The Structure of Scientific Revolutions

Thomas Kuhn, in his The Structure of Scientific Revolutions, tells us a different story . . . how paradigm shifts really happen.

They are almost always nasty, messy, dirty affairs, very much like political revolutions. They unfold like vindictive putsches. The old guard protects its turf jealously. The dissenters are ignored, stonewalled, refused publication and tenure, ostracized and obstructed in every way.

Kuhn’s most profound insight is that, contrary to the way scientific progress is supposed to happen, an old paradigm cannot be replaced by evidence, facts, or “the truth” . . . it will not be thrown out because its forecasts are wrong, its policies no longer work, or its theories are proved unscientific. An old paradigm will only be replaced by a new one when a group of maverick scientists orchestrate a coup and throw the old-school practitioners out of power.
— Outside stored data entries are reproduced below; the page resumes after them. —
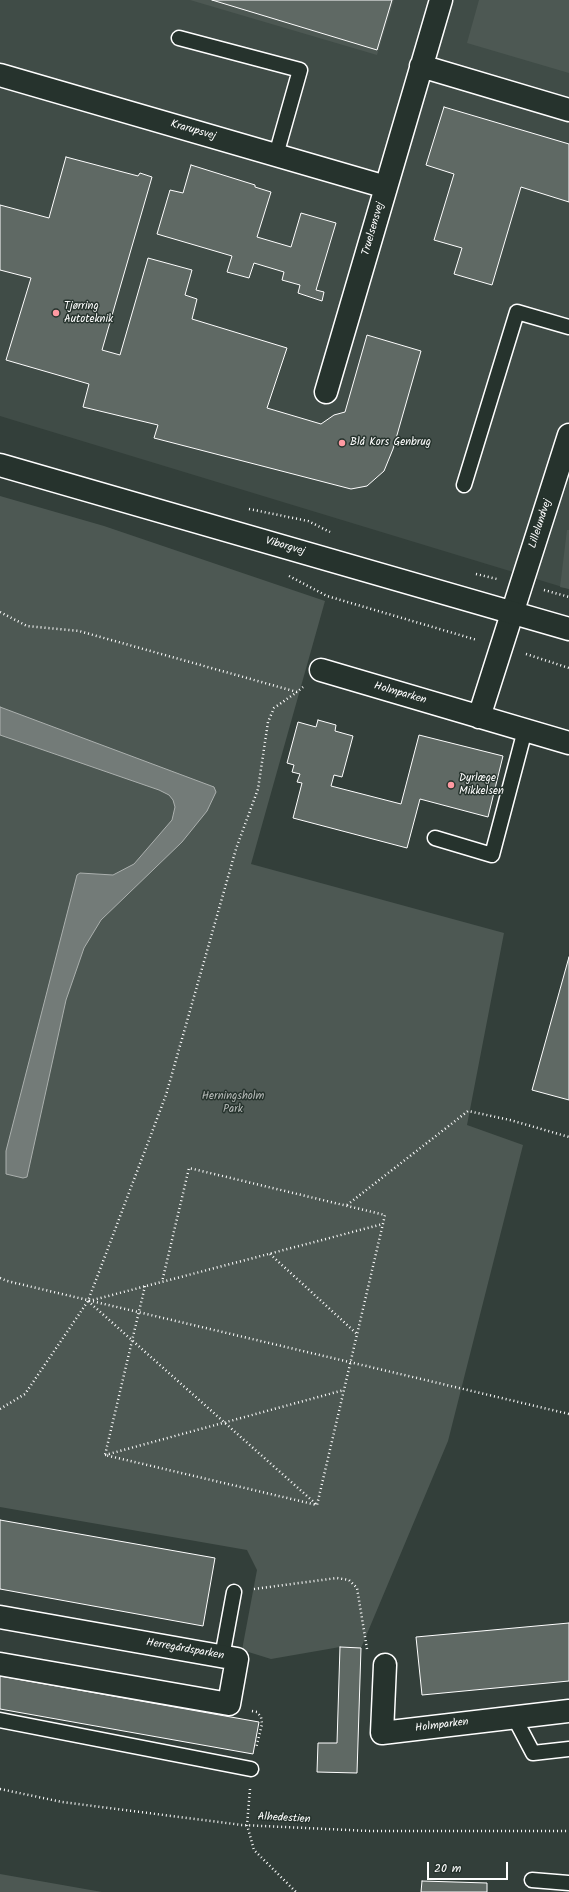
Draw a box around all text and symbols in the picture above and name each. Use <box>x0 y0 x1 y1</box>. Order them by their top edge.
street label: Krarupsvej <box>169 118 217 144</box>
street label: Truelsensvej <box>360 201 388 257</box>
place label: Tjørring Autoteknik <box>64 300 113 326</box>
marker: Tjørring Autoteknik <box>51 308 61 318</box>
place label: Blå Kors Genbrug <box>350 436 431 450</box>
marker: Blå Kors Genbrug <box>337 438 347 448</box>
street label: Lillelundvej <box>527 498 555 550</box>
street label: Viborgvej <box>264 535 306 559</box>
street label: Holmparken <box>372 680 428 708</box>
place label: Dyrlæge Mikkelsen <box>459 772 504 798</box>
marker: Dyrlæge Mikkelsen <box>446 780 456 790</box>
park label: Herningsholm Park <box>202 1090 264 1116</box>
street label: Herregårdsparken <box>145 1637 225 1663</box>
street label: Holmparken <box>414 1716 470 1736</box>
street label: Alhedestien <box>257 1811 311 1827</box>
scale bar <box>429 1854 510 1880</box>
text: 20 m <box>434 1859 461 1878</box>

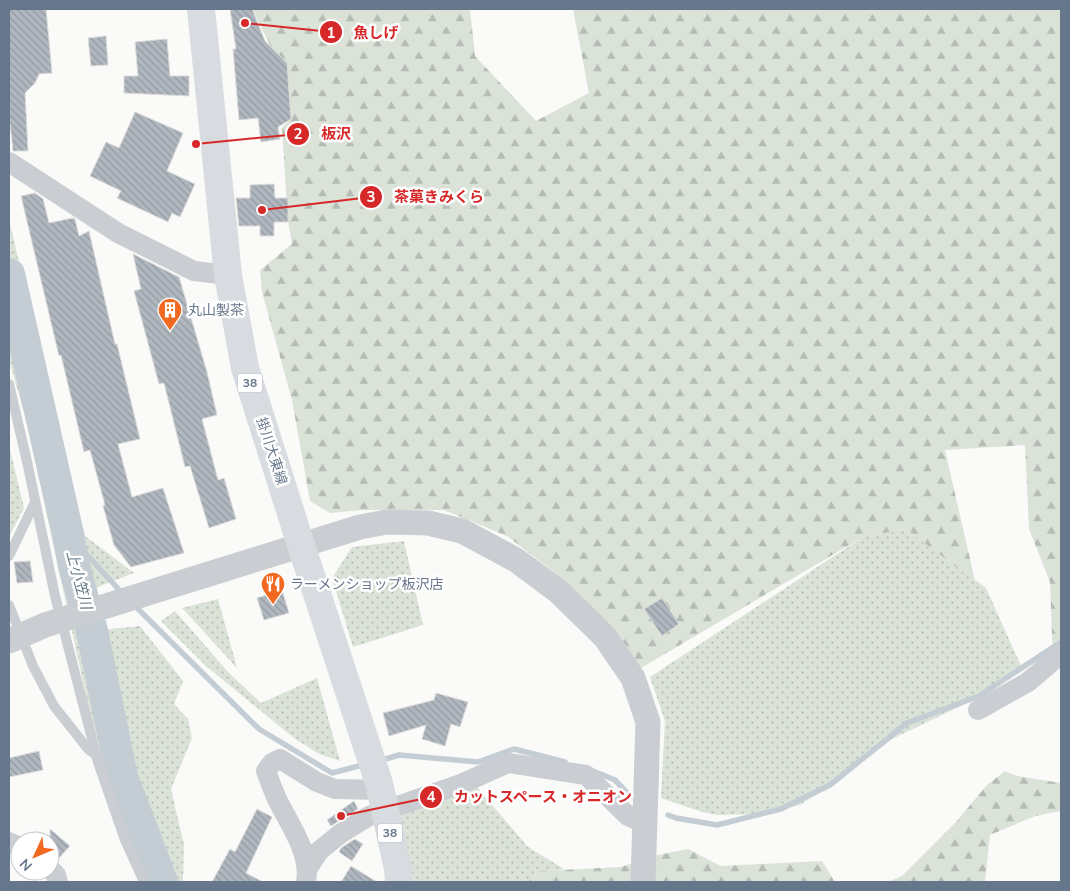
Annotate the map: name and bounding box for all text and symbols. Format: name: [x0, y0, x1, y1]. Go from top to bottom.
callout: 魚しげ: [319, 17, 409, 47]
text: 1: [326, 23, 336, 43]
text: 魚しげ: [353, 23, 399, 43]
callout: 板沢: [286, 119, 361, 149]
text: 2: [293, 124, 303, 144]
text: 板沢: [321, 124, 351, 144]
callout: 茶菓きみくら: [359, 182, 494, 212]
text: 3: [366, 187, 376, 207]
text: 茶菓きみくら: [394, 187, 484, 207]
building icon: 丸山製茶: [157, 297, 183, 331]
place label: 丸山製茶: [188, 301, 244, 320]
road number: 38: [238, 373, 262, 392]
street label: 掛川大東線: [252, 415, 291, 487]
water label: 上小笠川: [62, 548, 97, 613]
restaurant icon: ラーメンショップ板沢店: [260, 571, 286, 605]
place label: ラーメンショップ板沢店: [290, 575, 443, 594]
callout: カットスペース・オニオン: [418, 782, 643, 812]
text: 4: [426, 787, 436, 807]
text: カットスペース・オニオン: [454, 787, 632, 807]
road number: 38: [378, 824, 402, 842]
north arrow: [10, 831, 60, 881]
text: N: [16, 854, 36, 875]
So the lesson we take from Kuhn is that if we really want a paradigm shift in the science of economics we have to move beyond our academic comfort zones and become metameme warriors. We have to occupy our economics departments: disrupt lectures, walk en-masse out of classes, post a never-ending stream of posters and provocations in the corridors, nail manifestos to the professors’ doors. We have to ridicule their axioms in campus newspapers and on campus radio . . . organize teach-ins and, in front of campus-wide audiences, demand to know how they factor forests, fish, climate change and ecosystem collapse into their macroeconomic models. We have to create a collective aha moment of truth when it becomes obvious that the professors in charge of educating the next generation of economic policy makers are unable to answer even the most fundamental economic question of them all: How do you measure progress, Mr. Professor? How do you know if we’re going forward or backward?

And if you don’t know the answer to that, then of what use are you and your teachings?

At some point, thousands of students around the world have to muster their courage, walk up to their professors and say: “Dear Professor, do you really know what you’re doing?"